People make their Labor Day plans well before Labor Day.

They are staying away from DCA in droves and no advertiesement the week of Finals is going to sway them to skip whatever plans they made. A banner or tv commercial is not going to create an a-ha moment where a family says "Let's skip that trip to the beach and go to DCA." You get em long before that, or you dont.

Labor Day is a habit. 4th of July is a habit. Want proof? What did you do for 4th of July this year? About the same thing you did last year. Labor Day plans are made well in advance. Either DCA is one of the choices or its not. But even the locals werent aware it WAS a choice. Come on.
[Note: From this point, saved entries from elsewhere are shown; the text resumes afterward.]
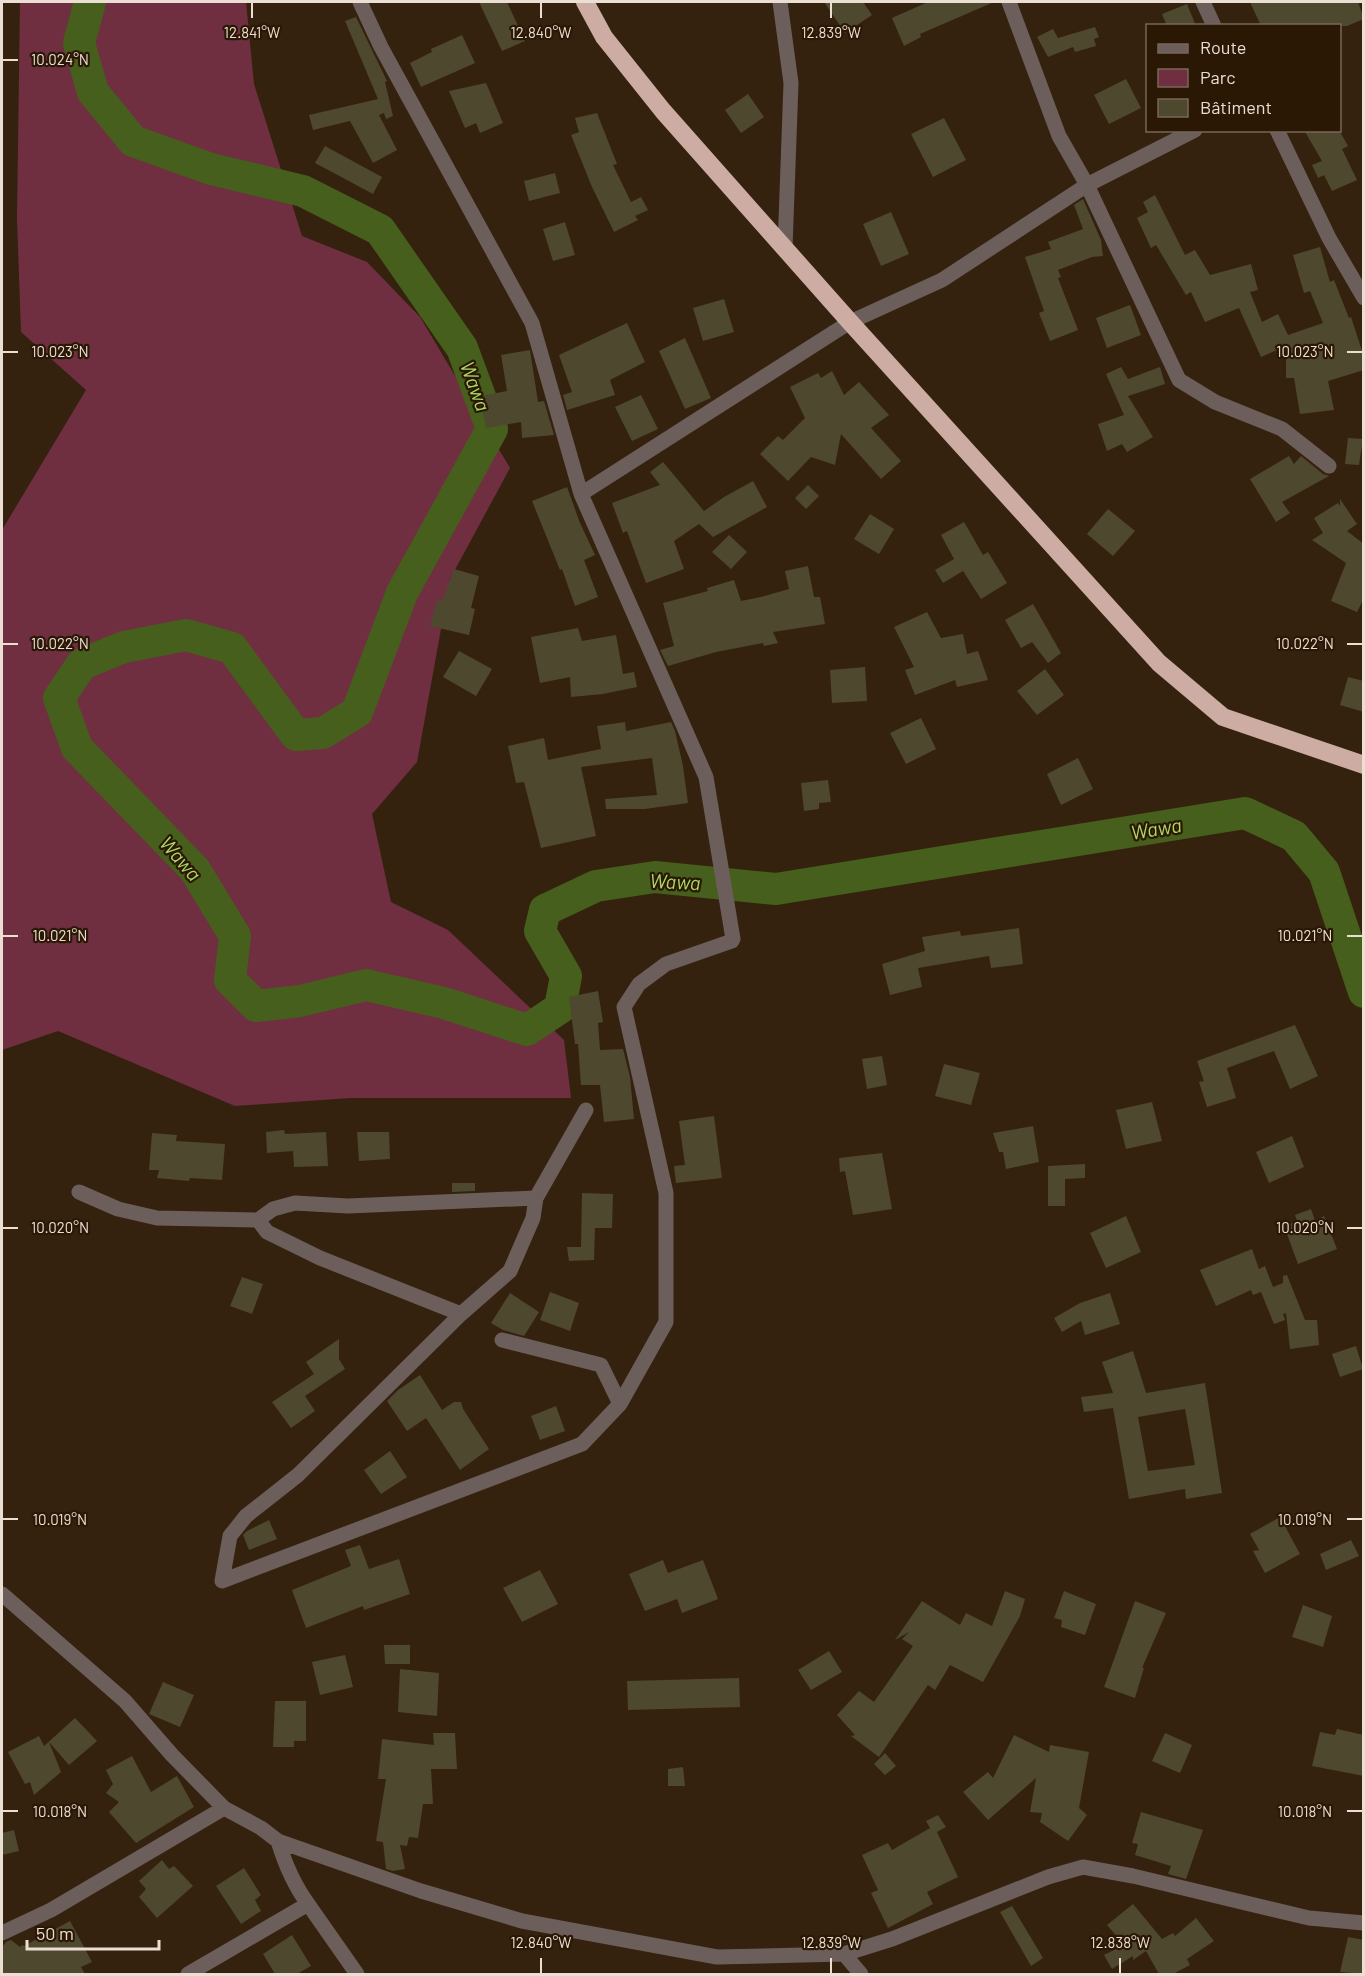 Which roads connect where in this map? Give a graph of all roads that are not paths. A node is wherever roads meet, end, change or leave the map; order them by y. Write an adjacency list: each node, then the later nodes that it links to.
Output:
1 (360, 2): 14 (street)
2 (585, 2): 10 (highway)
3 (780, 2): 10 (street)
4 (1009, 2): 9 (street)
5 (1203, 2): 6 (street)
6 (1212, 24)
7 (1191, 132): 9 (street)
8 (1278, 132): 11 (street)
9 (1087, 185): 12 (street); 13 (street)
10 (785, 248): 12 (highway)
11 (1364, 298)
12 (850, 322): 14 (street); 15 (highway)
13 (1329, 466)
14 (581, 494): 22 (street)
15 (1364, 765)
16 (586, 1110): 18 (street)
17 (80, 1192): 19 (street)
18 (536, 1198): 19 (street); 20 (street)
19 (258, 1220): 20 (street)
20 (461, 1314): 22 (street)
21 (502, 1340): 22 (street)
22 (620, 1404)
23 (2, 1594): 24 (street)
24 (224, 1808): 25 (street); 28 (street)
25 (278, 1841): 26 (street); 29 (street)
26 (308, 1904): 30 (street); 31 (street)
27 (1364, 1923): 29 (street)
28 (2, 1933)
29 (844, 1954): 32 (street)
30 (188, 1974)
31 (357, 1974)
32 (861, 1974)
Excuses (waaah, the Buccaneers are too good) and arguing over whether or not you saw an ad or banner doesnt mask the fact that this years attendance SUCKED and next years doesnt look any better.
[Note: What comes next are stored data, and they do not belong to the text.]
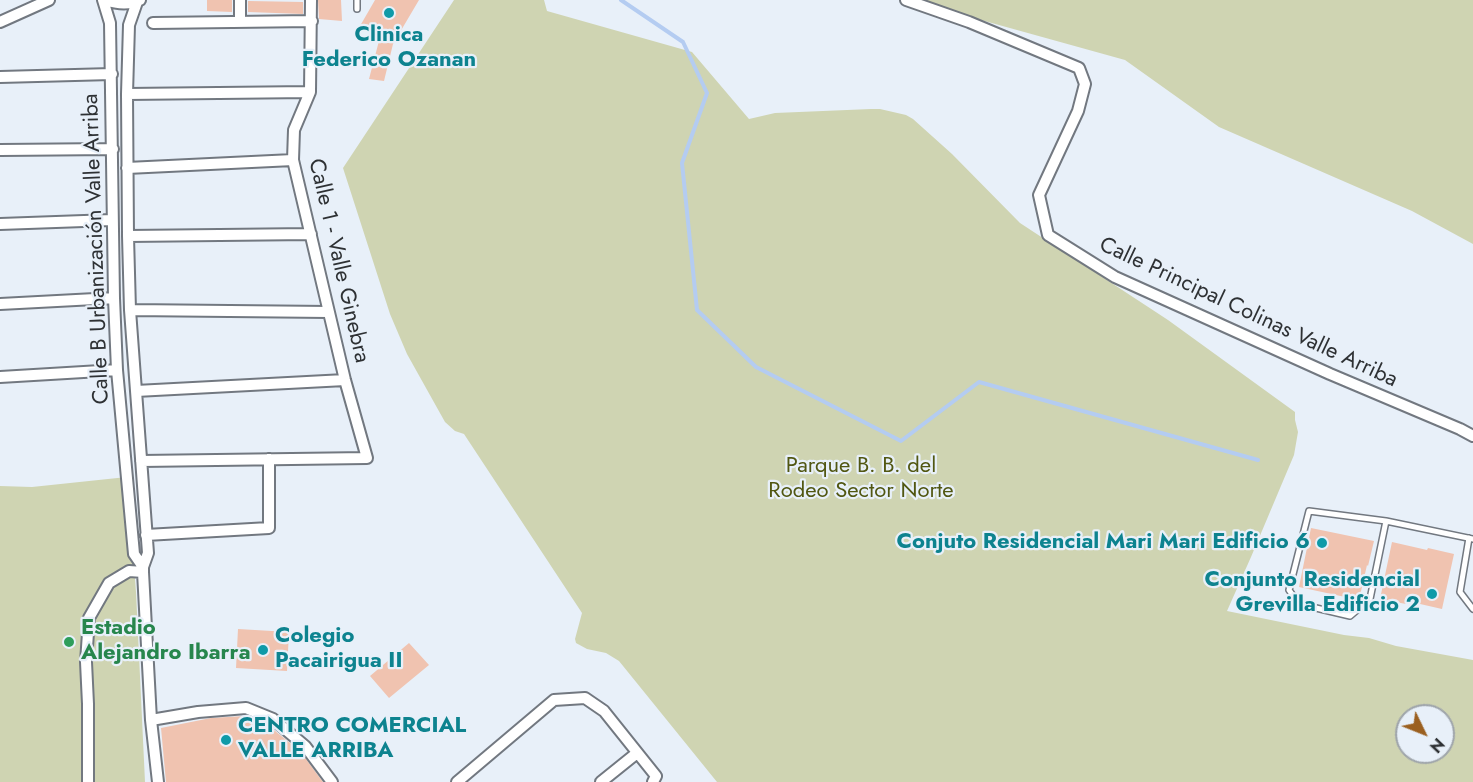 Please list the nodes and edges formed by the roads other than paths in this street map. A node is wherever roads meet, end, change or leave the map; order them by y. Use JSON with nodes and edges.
{"nodes":[{"id":1,"x":50,"y":0,"type":"edge"},
{"id":2,"x":104,"y":0,"type":"edge"},
{"id":3,"x":240,"y":0,"type":"edge"},
{"id":4,"x":311,"y":0,"type":"edge"},
{"id":5,"x":357,"y":0,"type":"edge"},
{"id":6,"x":906,"y":0,"type":"edge"},
{"id":7,"x":139,"y":1,"type":"edge"},
{"id":8,"x":357,"y":9,"type":"dead end"},
{"id":9,"x":240,"y":21,"type":"junction"},
{"id":10,"x":312,"y":21,"type":"junction"},
{"id":11,"x":0,"y":22,"type":"edge"},
{"id":12,"x":153,"y":22,"type":"dead end"},
{"id":13,"x":112,"y":74,"type":"junction"},
{"id":14,"x":0,"y":77,"type":"edge"},
{"id":15,"x":310,"y":92,"type":"junction"},
{"id":16,"x":126,"y":94,"type":"junction"},
{"id":17,"x":113,"y":149,"type":"junction"},
{"id":18,"x":0,"y":150,"type":"edge"},
{"id":19,"x":293,"y":160,"type":"junction"},
{"id":20,"x":128,"y":168,"type":"junction"},
{"id":21,"x":112,"y":219,"type":"junction"},
{"id":22,"x":0,"y":224,"type":"edge"},
{"id":23,"x":311,"y":234,"type":"junction"},
{"id":24,"x":128,"y":236,"type":"junction"},
{"id":25,"x":114,"y":297,"type":"junction"},
{"id":26,"x":0,"y":304,"type":"edge"},
{"id":27,"x":130,"y":310,"type":"junction"},
{"id":28,"x":329,"y":312,"type":"junction"},
{"id":29,"x":117,"y":370,"type":"junction"},
{"id":30,"x":0,"y":377,"type":"edge"},
{"id":31,"x":345,"y":380,"type":"junction"},
{"id":32,"x":135,"y":391,"type":"junction"},
{"id":33,"x":1473,"y":436,"type":"edge"},
{"id":34,"x":269,"y":459,"type":"junction"},
{"id":35,"x":141,"y":461,"type":"junction"},
{"id":36,"x":1386,"y":521,"type":"junction"},
{"id":37,"x":146,"y":535,"type":"junction"},
{"id":38,"x":1471,"y":539,"type":"edge"},
{"id":39,"x":143,"y":570,"type":"junction"},
{"id":40,"x":1473,"y":609,"type":"edge"},
{"id":41,"x":152,"y":720,"type":"junction"},
{"id":42,"x":637,"y":753,"type":"junction"},
{"id":43,"x":88,"y":782,"type":"edge"},
{"id":44,"x":158,"y":782,"type":"edge"},
{"id":45,"x":332,"y":782,"type":"edge"},
{"id":46,"x":457,"y":782,"type":"edge"},
{"id":47,"x":601,"y":782,"type":"edge"},
{"id":48,"x":653,"y":782,"type":"edge"}],
"edges":[{"from":1,"to":11,"type":"street"},
{"from":2,"to":7,"type":"street"},
{"from":2,"to":13,"type":"street","name":"Calle B Urbanización Valle Arriba"},
{"from":3,"to":9,"type":"street"},
{"from":4,"to":10,"type":"street","name":"Calle 1 - Valle Ginebra"},
{"from":5,"to":8,"type":"lane"},
{"from":6,"to":33,"type":"street","name":"Calle Principal Colinas Valle Arriba"},
{"from":7,"to":16,"type":"street","name":"Calle B Urbanización Valle Arriba"},
{"from":9,"to":10,"type":"street"},
{"from":9,"to":12,"type":"street"},
{"from":10,"to":15,"type":"street","name":"Calle 1 - Valle Ginebra"},
{"from":13,"to":14,"type":"street"},
{"from":13,"to":17,"type":"street","name":"Calle B Urbanización Valle Arriba"},
{"from":15,"to":16,"type":"street"},
{"from":15,"to":19,"type":"street","name":"Calle 1 - Valle Ginebra"},
{"from":16,"to":20,"type":"street","name":"Calle B Urbanización Valle Arriba"},
{"from":17,"to":18,"type":"street"},
{"from":17,"to":21,"type":"street","name":"Calle B Urbanización Valle Arriba"},
{"from":19,"to":20,"type":"street"},
{"from":19,"to":23,"type":"street","name":"Calle 1 - Valle Ginebra"},
{"from":20,"to":24,"type":"street","name":"Calle B Urbanización Valle Arriba"},
{"from":21,"to":22,"type":"street"},
{"from":21,"to":25,"type":"street","name":"Calle B Urbanización Valle Arriba"},
{"from":23,"to":24,"type":"street"},
{"from":23,"to":28,"type":"street","name":"Calle 1 - Valle Ginebra"},
{"from":24,"to":27,"type":"street","name":"Calle B Urbanización Valle Arriba"},
{"from":25,"to":26,"type":"street"},
{"from":25,"to":29,"type":"street","name":"Calle B Urbanización Valle Arriba"},
{"from":27,"to":28,"type":"street"},
{"from":27,"to":32,"type":"street","name":"Calle B Urbanización Valle Arriba"},
{"from":28,"to":31,"type":"street","name":"Calle 1 - Valle Ginebra"},
{"from":29,"to":30,"type":"street"},
{"from":29,"to":39,"type":"street","name":"Calle B Urbanización Valle Arriba"},
{"from":31,"to":32,"type":"street"},
{"from":31,"to":34,"type":"street","name":"Calle 1 - Valle Ginebra"},
{"from":32,"to":35,"type":"street","name":"Calle B Urbanización Valle Arriba"},
{"from":34,"to":35,"type":"street"},
{"from":34,"to":37,"type":"street"},
{"from":35,"to":37,"type":"street","name":"Calle B Urbanización Valle Arriba"},
{"from":36,"to":36,"type":"lane"},
{"from":36,"to":38,"type":"lane"},
{"from":37,"to":39,"type":"street","name":"Calle B Urbanización Valle Arriba"},
{"from":38,"to":40,"type":"lane"},
{"from":39,"to":41,"type":"street","name":"Calle B Urbanización Valle Arriba"},
{"from":39,"to":43,"type":"street"},
{"from":41,"to":44,"type":"street","name":"Calle B Urbanización Valle Arriba"},
{"from":41,"to":45,"type":"street"},
{"from":42,"to":46,"type":"street"},
{"from":42,"to":47,"type":"street"},
{"from":42,"to":48,"type":"street"}]}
No new ideas show up and zero supportive comments for anything positive show up. No one has stepped up to the plate to say "I'll do THIS" or "I'll do THIS". Its more of the same. Blame and run? That's it? Nobody wants to even talk to a customer? You assume the customer just doesnt want to go (from California) because the Bucs are the perennial champion? And that's it. And you argue the point. Pretty succinct.

What if the customer doesnt care who wins, but wants to have a good time and has no real expectations any more about what that means?

Everyone trips over each other to show how smart they are but, and I re-read all this, came up with nothing but criticism for other people and places or other vague ideas that "dca" or dci should do...but no plan.

Its not the venue. Its not the parking spaces or the fair at Allentown. DCI week on a Tuesday? REALLY?

4000 seats and not one person says "we have an awesome product! We can do this! 4000 is a joke! We've done double that before!" Instead its all this negative nancy crap and how dead DCA is.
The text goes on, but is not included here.